# Want To Buy - Pop-Up Camper



## GlenninTexas (Aug 11, 2004)

I sold my Outback 28FRL-S and Dodge CTD last year and am looking to get a small unit for weekend camping.

Must;
be under 3500 lb. GVWR
be in good physical condition, both mechanical and appearance
have AC
have inside Toilet/shower combo
3-way refrigerator
awning
the normal standard features (indoor/outdoor stovetop, sink, hot water heater, fresh water tank, queen or king beds)
a clear title (cash deal)

A slide out would be nice.

If anyone knows someone selling something that meets these requirements, please let me know.

Regards, Glenn


----------



## Justman (Jul 22, 2006)

Glen,

I don't have one to sell, but we had a pop-up for several years before we bought the OB. Loved it, but with three girls that were getting big, we ran out of space pretty quick. If I were you, I'd go with something in the Coleman brand.
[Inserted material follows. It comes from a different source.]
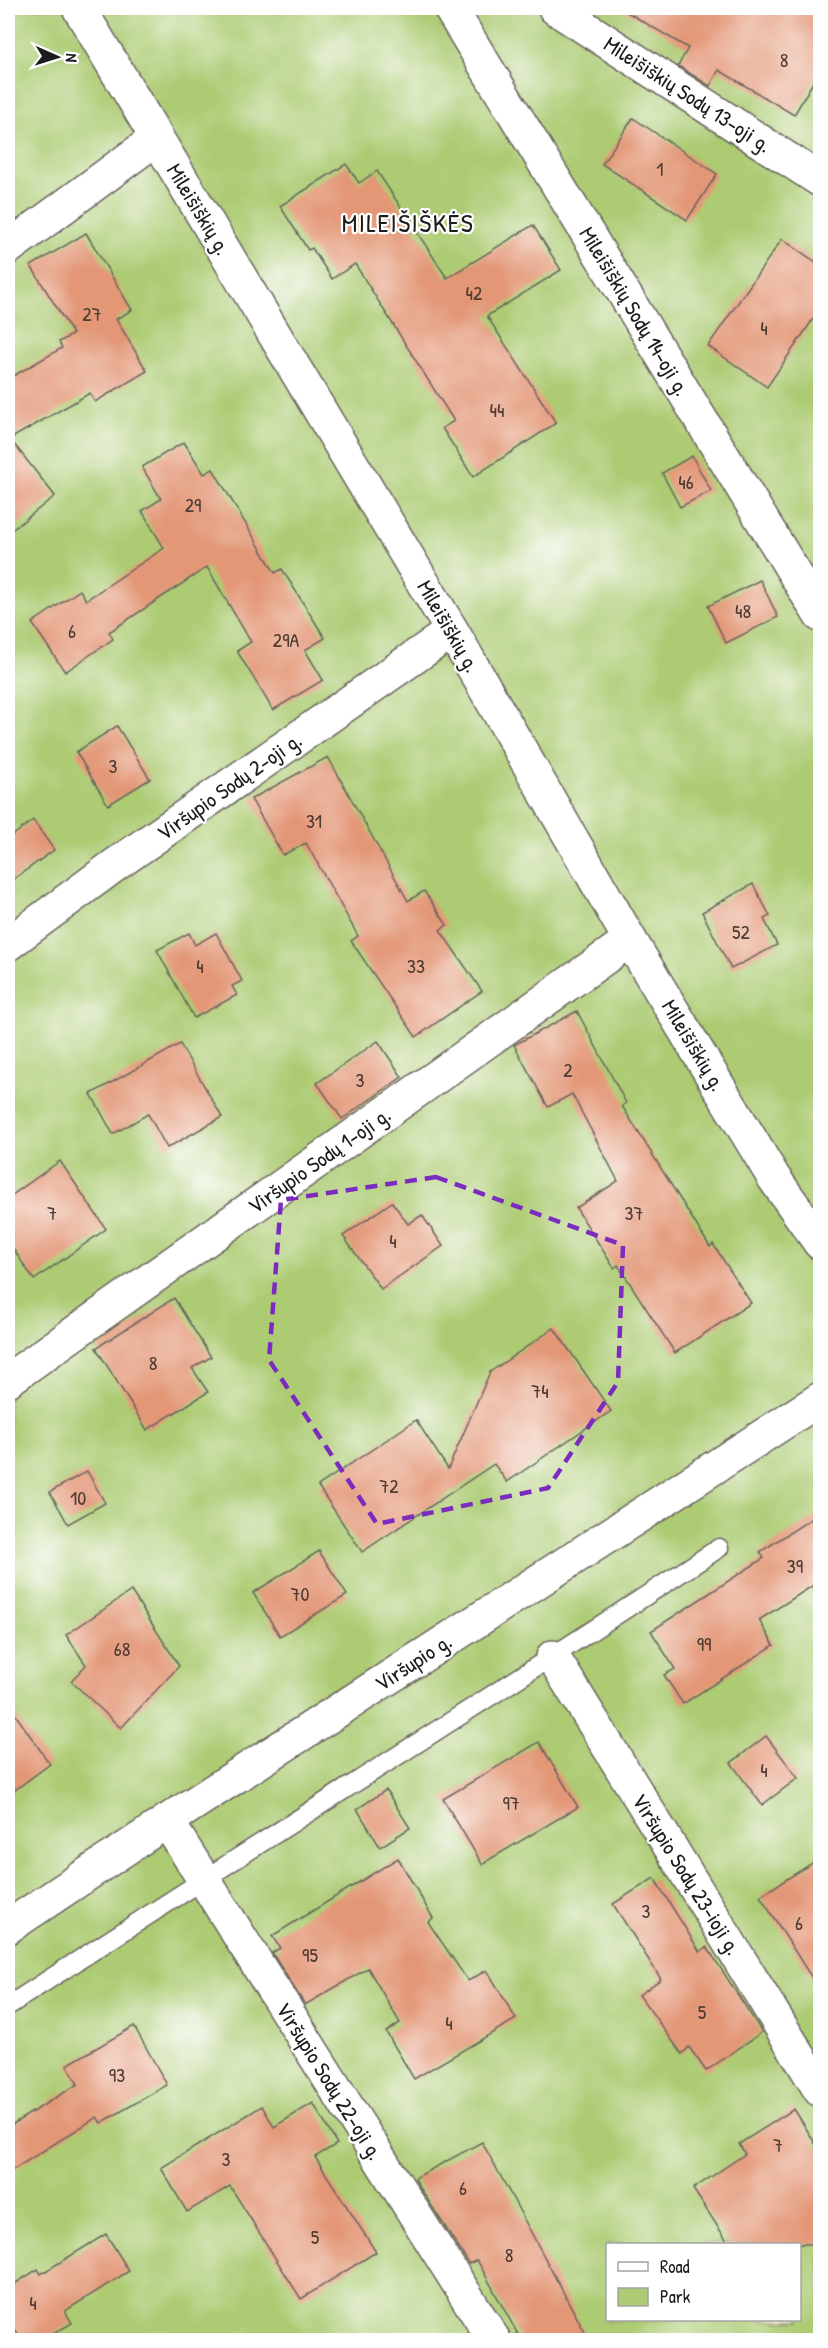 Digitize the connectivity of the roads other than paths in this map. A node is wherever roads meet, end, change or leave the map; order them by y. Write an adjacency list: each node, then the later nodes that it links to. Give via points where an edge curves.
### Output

Several of the models have a cassette toilet that is highly thought of. Our Rockwood was close to a highwall camper, but not quite. We didn't have a toilet combo, but we did have a slideout. Towed the thing all over Nebraska while stationed at Offutt AFB. Took it down to S. Illinois and back. Some good memories...and some bad ones. The thing weighed...well...a ton (or more) with the slideout and was really too much for our Chrysler T&C van. It pulled really well behind our Yukon XL though!

Good luck in your search. With the number on the market, I'm sure you'll find the right one for you.


----------